略式命令も、在宅事件の場合には、通常は後日自宅に郵送で送達されます。
ですから、被告人は出廷の手間を省くことができます。
【メリットその2】裁判が公開されない
公判手続は、基本的には全て公開の法廷で行われます。
ですから、事件の関係者はもちろん、全く無関係な第三者も裁判を傍聴することができます。
見知らぬ他人であっても、自分が刑事裁判を受けるのを見られたくないという方は多いです。
略式裁判は、裁判官が非公開の場で書面だけを確認して行われますので、誰かに裁判を傍聴されることはありません。
【メリットその3】裁判が終了するのが早い
公判手続では、検察官が事件を起訴してから第1回公判期日(裁判の日です)まで、通常1~2か月かかります。
第1回公判期日で判決まで言い渡されることもありますが、通常は、判決の言い渡しは別の期日とされ、さらに判決まで2週間~1か月程度時間がかかります。
他方、略式裁判では、起訴から略式命令まで通常は2週間程度、長くても1か月程度です。
【略式起訴から略式命令まで1日で終わる!?『在庁略式』とは】
身柄を拘束されずに在宅事件として捜査されている場合、通常、略式起訴から略式命令までは2週間程度かかります。
略式裁判で命令が出ると、後日、被告人の自宅に「特別送達」という方式で略式命令の謄本が届きます。特別送達は、必ず本人か同居人などが郵便局員から手渡しで受け取らなければいけません。
他方、略式起訴をされてから略式命令が出るまで検察庁などで待機し、略式命令が出たらすぐに命令の謄本を手渡しで受け取る『在庁略式』という方法もあります。
この場合、略式起訴から略式裁判、略式命令の謄本の交付まで全て1日で終わります。
在庁略式は、通常は、逮捕中や勾留中など身柄が拘束されている場合に用いられる手段ですが、在宅であっても検察官が認めれば在庁略式にしてもらえることがあります。
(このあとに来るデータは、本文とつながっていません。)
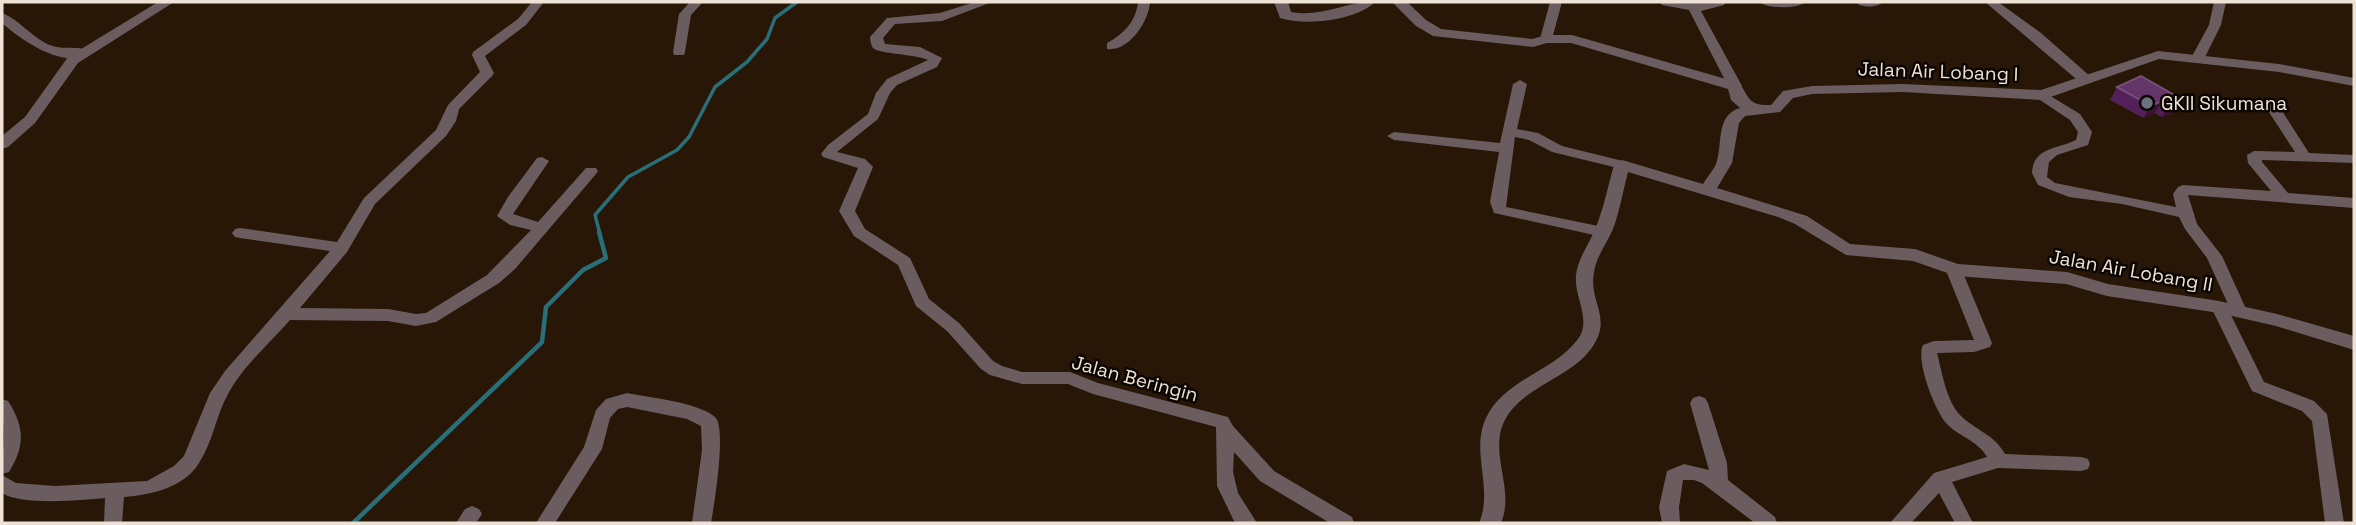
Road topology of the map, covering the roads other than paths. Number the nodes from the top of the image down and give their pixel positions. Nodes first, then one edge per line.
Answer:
1 (167, 2) edge
2 (538, 2) edge
3 (697, 2) edge
4 (986, 2) edge
5 (1144, 2) edge
6 (1281, 2) edge
7 (1368, 2) edge
8 (1399, 2) edge
9 (1556, 2) edge
10 (1666, 2) edge
11 (1720, 2) edge
12 (1765, 2) edge
13 (1800, 2) edge
14 (1861, 2) edge
15 (1877, 2) edge
16 (1992, 2) edge
17 (2221, 2) edge
18 (1696, 8) junction
19 (2, 17) edge
20 (1546, 39) junction
21 (1112, 46) dead end
22 (84, 52) junction
23 (679, 52) dead end
24 (2198, 58) junction
25 (2086, 80) junction
26 (2354, 82) edge
27 (1520, 84) dead end
28 (1735, 86) junction
29 (2042, 95) junction
30 (2270, 103) dead end
31 (1752, 110) junction
32 (1508, 132) junction
33 (1394, 136) dead end
34 (2, 144) edge
35 (1505, 148) junction
36 (2305, 157) junction
37 (2354, 159) edge
38 (542, 161) dead end
39 (1622, 165) junction
40 (591, 171) dead end
41 (1707, 189) junction
42 (2284, 197) junction
43 (2354, 203) edge
44 (2185, 214) junction
45 (541, 227) junction
46 (1603, 232) junction
47 (240, 233) dead end
48 (341, 248) junction
49 (1953, 268) junction
50 (2219, 307) junction
51 (2239, 311) junction
52 (286, 314) junction
53 (2354, 343) edge
54 (1699, 403) dead end
55 (2, 406) edge
56 (1226, 430) junction
57 (1998, 461) junction
58 (2081, 464) dead end
59 (1941, 478) junction
60 (2, 480) edge
61 (1719, 485) junction
62 (115, 489) junction
63 (113, 523) edge
64 (545, 523) edge
65 (702, 523) edge
66 (1247, 523) edge
67 (1345, 523) edge
68 (1490, 523) edge
69 (1671, 523) edge
70 (1768, 523) edge
71 (1899, 523) edge
72 (1964, 523) edge
73 (2335, 523) edge

1 - 22 street
2 - 48 street
3 - 23 street
4 - 56 street, Jalan Beringin
5 - 21 street
6 - 7 street
8 - 20 street
9 - 20 street
10 - 18 street
11 - 18 street
12 - 13 street
14 - 15 street
16 - 25 street
17 - 24 street
18 - 28 street
19 - 22 street
20 - 28 street
22 - 34 street
24 - 25 street, Jalan Air Lobang I
24 - 26 street, Jalan Air Lobang I
25 - 29 street, Jalan Air Lobang I
27 - 32 street
28 - 31 street
29 - 31 street, Jalan Air Lobang I
29 - 44 street
30 - 36 street
31 - 41 street, Jalan Air Lobang I
32 - 35 street
32 - 39 street, Jalan Air Lobang II
33 - 35 street
35 - 46 street
36 - 37 street
36 - 42 street
38 - 45 street
39 - 41 street, Jalan Air Lobang II
39 - 46 street
40 - 45 street
41 - 49 street, Jalan Air Lobang II
42 - 43 street
42 - 44 street
44 - 51 street
45 - 52 street
46 - 68 street
47 - 48 street
48 - 52 street
49 - 50 street, Jalan Air Lobang II
49 - 57 street
50 - 51 street, Jalan Air Lobang II
50 - 73 street
51 - 53 street, Jalan Air Lobang II
52 - 62 street
54 - 61 street
55 - 60 street
56 - 66 street
56 - 67 street
57 - 58 street
57 - 59 street
59 - 71 street
59 - 72 street
60 - 62 street
61 - 69 street
61 - 70 street
62 - 63 street
64 - 65 street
在宅事件として捜査されているけれど、どうしても罰金や科料刑を受けることを家族に知られたくないという場合には、検察官に在庁略式にしてもらえないか相談してみましょう。
略式裁判のデメリットとは?
略式裁判のデメリットは、主に次の3つです
- 自分の主張を直接裁判官に伝えられない
- 略式裁判の対象は限定されている
- 裁判官により「略式不相当」と判断されることもある
それぞれご説明します。
【デメリットその1】自分の主張を直接裁判官に伝えられない
略式裁判は、裁判官が、検察官の提出する書面だけをみて審査する裁判手続です。
ですから、被告人の言い分や主張は、警察や検察官が作成した調書などの書面を通じてしか裁判官に伝えることができず、被告人が直接自分の言い分や主張を裁判官に訴えることはできません。
略式裁判をするには、必ず被疑者の同意が必要です。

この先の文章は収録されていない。